Nerves were pretty much the order of the day as all 12 high schools in the Cayman Islands faced a barrage of questions on geography, mathematics, science, literature, art, religion and general knowledge.
“I was dying up there,” said Okezie Eleweanya, 12, of Cayman Academy, after correctly answering a string of questions to help win an early round for his team. His anxiety almost got the best of him, he said. “I thought I was going to faint. Now I know what it feels like to have a stroke.”
Those feelings were not limited to the competitors. Hope Academy coach Jacquie Armstrong said she was probably more nervous than her students.
“My heart’s been pounding out of my chest,” said the eighth grade teacher. “I’ve been sending things back to school and saying, ‘I don’t know if I can take this.’”
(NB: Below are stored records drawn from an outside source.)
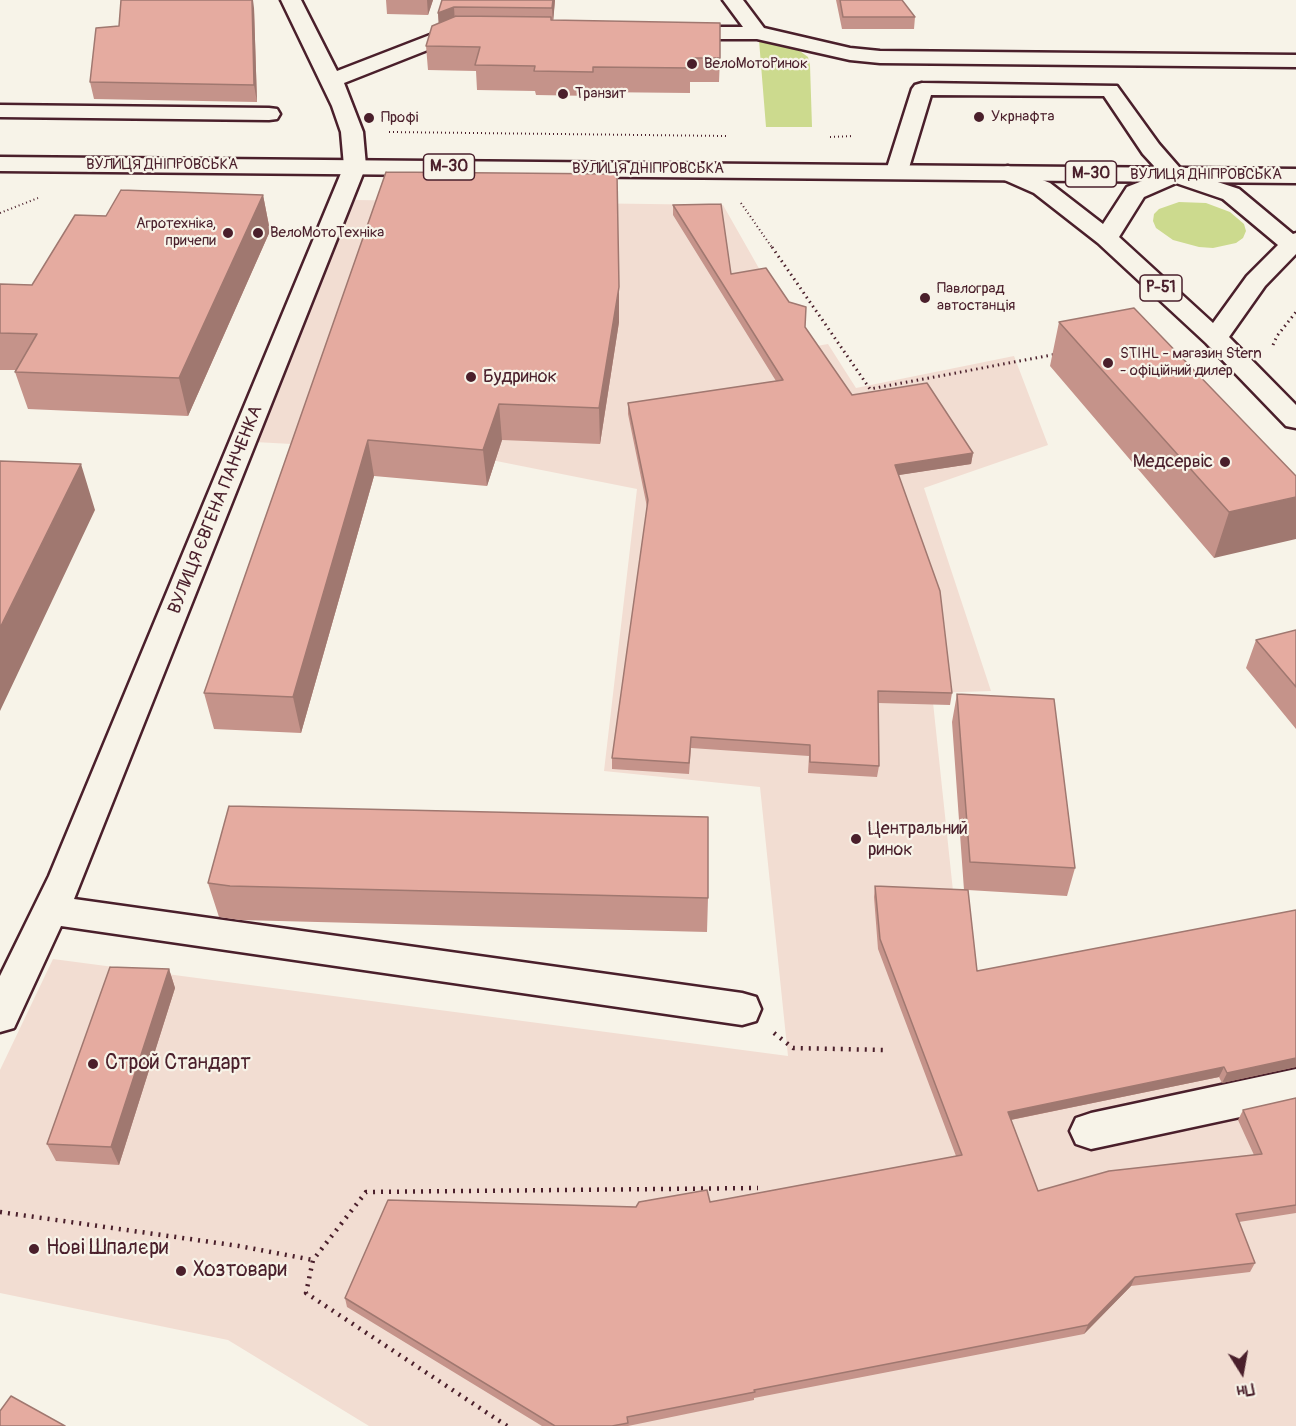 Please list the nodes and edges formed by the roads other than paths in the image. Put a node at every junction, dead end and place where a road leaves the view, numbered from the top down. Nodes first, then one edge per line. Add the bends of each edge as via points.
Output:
1 (291, 0) edge
2 (733, 0) edge
3 (490, 32) edge
4 (652, 33) edge
5 (757, 33) junction
6 (1296, 61) edge
7 (332, 80) junction
8 (0, 111) edge
9 (269, 114) dead end
10 (0, 164) edge
11 (355, 166) junction
12 (897, 171) junction
13 (1008, 173) junction
14 (1174, 175) junction
15 (1296, 176) edge
16 (1106, 238) junction
17 (1293, 242) edge
18 (1215, 338) junction
19 (1296, 420) edge
20 (50, 910) junction
21 (742, 1009) road end
22 (0, 1016) edge
23 (1296, 1087) edge
24 (1091, 1131) dead end

1 - 7 main road, ВУЛИЦЯ ЄВГЕНА ПАНЧЕНКА
2 - 5 main road
3 - 7 main road via 455,32
4 - 5 main road
5 - 6 main road via 880,57
7 - 11 main road, ВУЛИЦЯ ЄВГЕНА ПАНЧЕНКА via 352,132
8 - 9 main road
10 - 11 main road, ВУЛИЦЯ ДНІПРОВСЬКА / М-30
11 - 12 main road, ВУЛИЦЯ ДНІПРОВСЬКА / М-30
11 - 20 main road, ВУЛИЦЯ ЄВГЕНА ПАНЧЕНКА
12 - 13 main road, ВУЛИЦЯ ДНІПРОВСЬКА / М-30
12 - 14 main road via 922,89 1110,90
13 - 14 main road, ВУЛИЦЯ ДНІПРОВСЬКА / М-30
13 - 16 main road, Р-51 via 1042,188
14 - 15 main road, ВУЛИЦЯ ДНІПРОВСЬКА / М-30
14 - 16 main road via 1135,192
14 - 17 main road via 1231,194
16 - 18 main road, Р-51
17 - 18 main road via 1256,281
18 - 19 main road, Р-51
20 - 21 main road
20 - 22 main road, ВУЛИЦЯ ЄВГЕНА ПАНЧЕНКА
23 - 24 main road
This was the sixth year for the event and the first in which every high school in the country was represented.
“The fact we got all 12 high schools together to celebrate academic achievement is really important,” Ms. Armstrong said.
KPMG’s Cindy Reid initiated the contest six years ago. Adding Wesleyan Christian Academy this year to complete the representation of all secondary schools, both public and private, was a milestone.
“It’s like a breath of fresh air,” Ms. Reid said. “I had this dream years and years ago and each year it gets bigger and better. I thought it would be a way to unite everybody, to stretch the academics.”
The “Jeopardy” type competition pits four-member teams against one another. A moderator asks a question and students buzz in if they think they have the answer. If that answer is incorrect, the opposing team gets a chance to answer. KPMG purchases the Brain Bowl questions from a U.S. company.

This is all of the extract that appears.